Remembrance Day has played an important role in how we as Australians have viewed the past. The memorialising of the First World War has been central to how we have regarded our collective antipodean identity, particularly with our neighbours across the ditch. At the eleventh hour, on the eleventh day of November, we pause our normal activities for a minute’s silence to honour those that have fallen.
So what has Jock of the Bushveld got to do with Remembrance Day?
Jock of the Bushveld is a true story by South African author Sir James Percy FitzPatrick published in 1907. The book, something of a cult novel in the Kipling mode, tells of FitzPatrick's travels with his dog Jock. In the book Percy portrays his personality onto Jock whom he describes is capable of feeling human emotion (Brett 2020).
The book derived from the stories that FitzPatrick told his children in their home, relating to his work adventures in the 1880s (Brett 2020). It has a powerful function as an instruction for the young reader as to the behaviour expected of subjects of the British Empire (Brett 2020). The novel is set after the First Boer War, in the Eastern Transvaal, where FitzPatrick worked as a hunter and transport-rider amongst the emerging goldfields of the Bushveld region (Wessels 2004).
Percy FitzPatrick was the eldest son of Irish immigrants to South Africa. His father served as a Supreme Court judge in the Cape Colony. Following his father’s death Percy worked itinerantly, becoming a journalist to support his mother and sister. FitzPatrick became the editor of a newspaper and acted as the head of the Reform Committee which attempted to overthrow the Kruger government through the Jameson Raid. He was charged with high treason and served one year in prison (Wessels 2004).
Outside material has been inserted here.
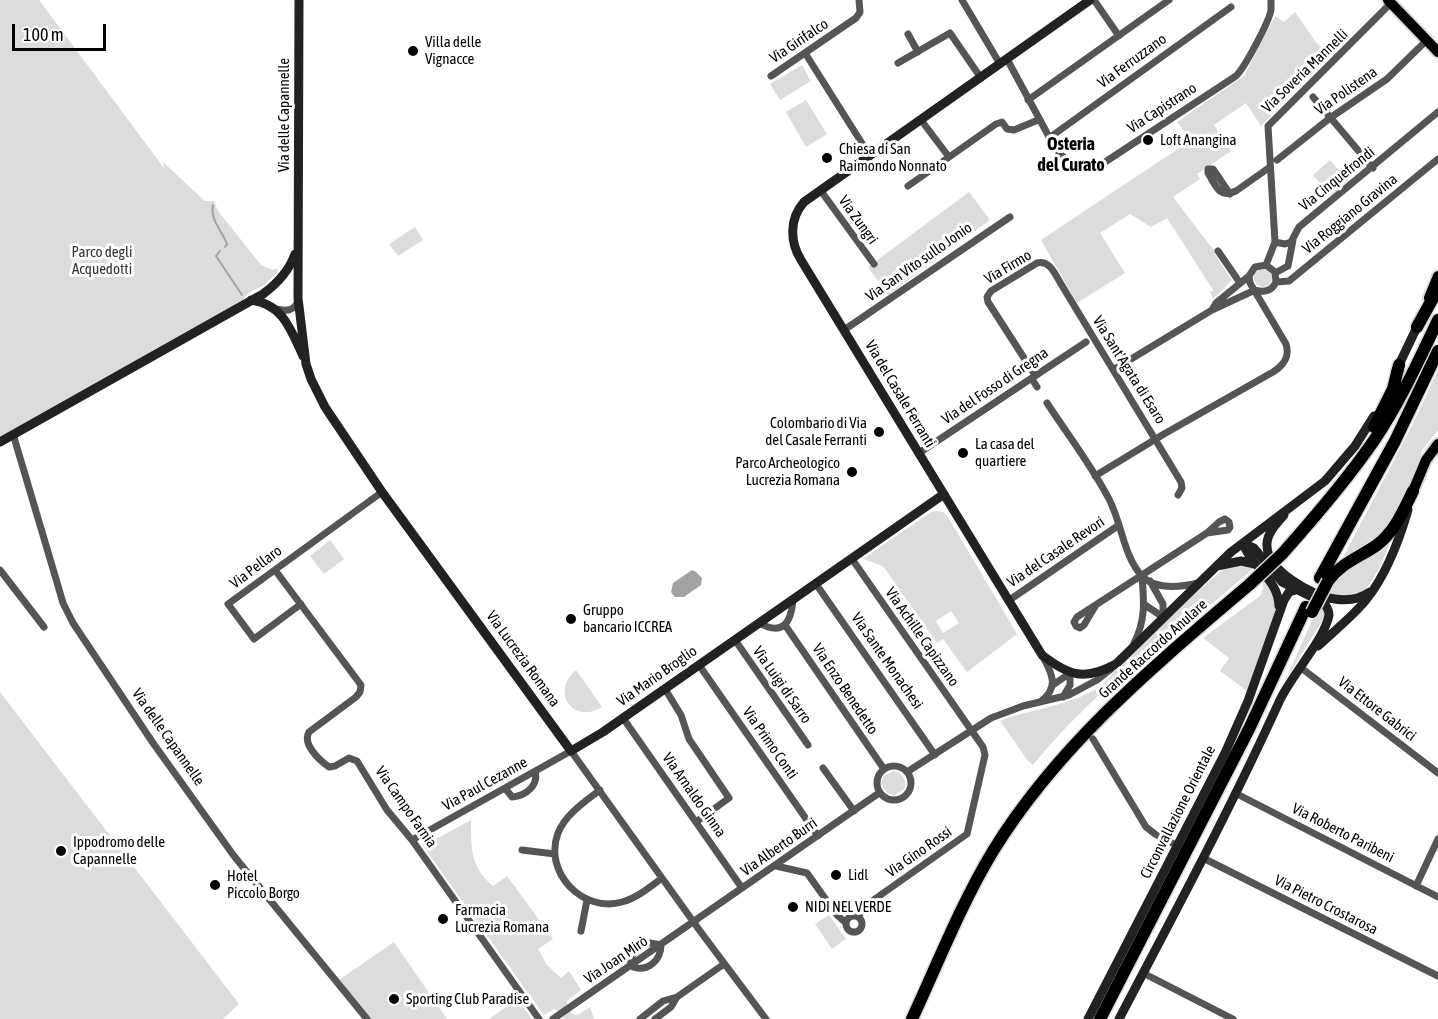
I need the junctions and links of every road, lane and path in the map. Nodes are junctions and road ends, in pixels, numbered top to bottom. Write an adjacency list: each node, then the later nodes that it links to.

Whilst languishing in prison Percy was inspired to write his first book, which was published in 1899, The Transvaal from Within. A Private Record of Public Affairs though he is best remembered for Jock of the Bushveld (Kriel 2004). After his release from prison, and at the outbreak of the Second Boer War, FitzPatrick acted as Official Adviser to the Commonwealth – a service he was knighted for in 1902 (Wessels 2004).
The FitzPatricks had a strong sense of service for their adopted country. Both of Percy’s brothers died in action in the tumultuous period following the First Boer War: the first brother in Southern Rhodesia serving the British South Africa Company during the Matabele Rebellion, and the second served during the Second Boer War with the Imperial Light Horse, which Percy had jointly founded with the British Army in 1899 (Dix-Peek 2007).
Sir Percy FitzPatrick was too old to serve in the Great War so he gladly saw his two sons off with the South African Expeditionary Force. His eldest son, 28-year old Major Percy Nugent George FitzPatrick, initially served with the Imperial Light Horse Regiment that his Father founded during the German South West African Campaign. Nugent then deployed with the South African Heavy Artillery to France in 1915. On 14 December 1917, he was killed by a stray 4-inch shell and now lies buried in the Red Cross Corner Cemetery at Beugny (Dix-Peek 2007).
FitzPatrick conceived of the two minute silence in memory of his son and those who had made the ultimate sacrifice (Nasson 2004). Percy felt that in the hearts of people there was a desire to find a lasting expression for those who gave their lives in the Great War (Trigg 2008). In South Africa, during the height of the war, people observed a three minute pause, at noon each day, where all activity was suspended and they concentrated their thinking to those at the front, living, and dead (Trigg 2008).
FitzPatrick made a submission on 04 November 1919 to the War Cabinet and was subsequently forwarded on to King George V who proclaimed that a suspension of normal activities would occur on the eleventh hour, so that peoples’ thoughts may be concentrated on the glorious dead. The War Cabinet agreed to FitzPatrick’s proposal of a ‘Service of Silence’ on Remembrance Day, with an amendment of the length of silence to one minute (Trigg 2008).
This is what Jock of the Bushveld has got to do with Remembrance Day. The indomitable spirit, embodied in the tale of a man and his dog, became the impetus to remember the fallen. Across the dominion, one man’s true story of his work adventures with his dog formed a literary cult-like status; however, his laurels did not rest there. His age was seen as a barrier to deploy to the Great War himself, so he actively supported his son’s desire to do so.
When his eldest son was killed in France, Percy proposed that a national tradition of a ‘Service of Silence’ on Remembrance Day became an international expression for those who gave their lives in the Great War. FitzPatrick’s determination to memorialise those lost in the First World War, were born of the grief of his fallen son, and led to the global mark of respect we honour today at the eleventh hour, on the eleventh day, of the eleventh month.